Escolha a rede, use a biblioteca OpenZeppelin ERC1155, implemente funções de mint e URI, faça o upload dos metadados em IPFS e implante o contrato via Hardhat. Depois, registre o token em marketplaces que suportam ERC‑1155.

Quais são os casos de uso mais promissores?

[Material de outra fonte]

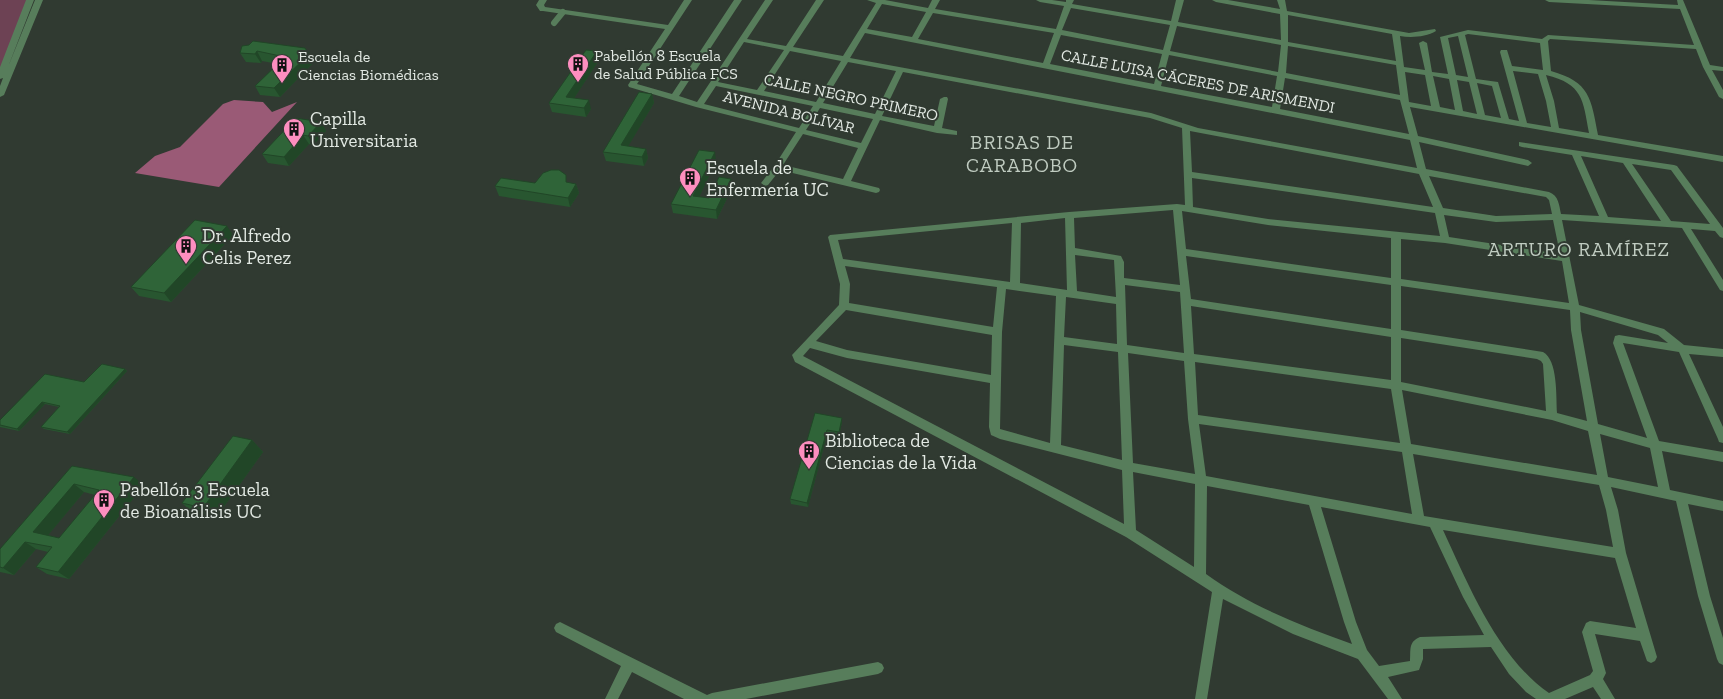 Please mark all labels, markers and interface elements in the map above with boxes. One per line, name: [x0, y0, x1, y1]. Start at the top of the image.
street label: CALLE LUISA CÁCERES DE ARISMENDI: [1059, 45, 1337, 117]
place label: Pabellón 8 Escuela de Salud Pública FCS: [594, 46, 738, 83]
place label: Escuela de Ciencias Biomédicas: [298, 47, 439, 84]
building icon: Pabellón 8 Escuela de Salud Pública FCS: [566, 52, 590, 83]
building icon: Escuela de Ciencias Biomédicas: [270, 53, 294, 84]
street label: CALLE NEGRO PRIMERO: [762, 69, 940, 125]
street label: AVENIDA BOLÍVAR: [721, 86, 857, 138]
place label: Capilla Universitaria: [310, 107, 418, 152]
building icon: Capilla Universitaria: [282, 117, 306, 148]
district label: BRISAS DE CARABOBO: [966, 130, 1078, 177]
place label: Escuela de Enfermería UC: [706, 156, 829, 201]
building icon: Escuela de Enfermería UC: [678, 166, 702, 197]
place label: Dr. Alfredo Celis Perez: [202, 224, 292, 269]
building icon: Dr. Alfredo Celis Perez: [174, 234, 198, 265]
district label: ARTURO RAMÍREZ: [1488, 237, 1670, 261]
place label: Biblioteca de Ciencias de la Vida: [825, 429, 977, 474]
building icon: Biblioteca de Ciencias de la Vida: [797, 439, 821, 470]
place label: Pabellón 3 Escuela de Bioanálisis UC: [120, 478, 270, 523]
building icon: Pabellón 3 Escuela de Bioanálisis UC: [92, 488, 116, 519]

Jogos blockchain, colecionáveis que evoluem, posições de DeFi que precisam de rastreamento de atributos e credenciais digitais são os principais setores onde os SFTs estão ganhando tração.

Conclusão

Os tokens semi‑fungíveis representam uma evolução natural da tokenização, oferecendo flexibilidade, eficiência de gas e novas possibilidades de negócios que combinam escassez e divisibilidade. Para desenvolvedores brasileiros, a adoção do padrão ERC‑1155 abre portas para criar ecossistemas mais dinâmicos, enquanto investidores podem encontrar oportunidades de valor agregado em projetos que utilizam SFTs para gamificação, finanças e identidade digital. Contudo, é crucial estar atento às questões regulatórias, realizar auditorias de segurança e planejar estratégias de marketing que eduquem o público sobre as diferenças entre fungível, não‑fungível e semi‑fungível. Ao dominar esses aspectos, você estará posicionado à frente na vanguarda da inovação blockchain no Brasil.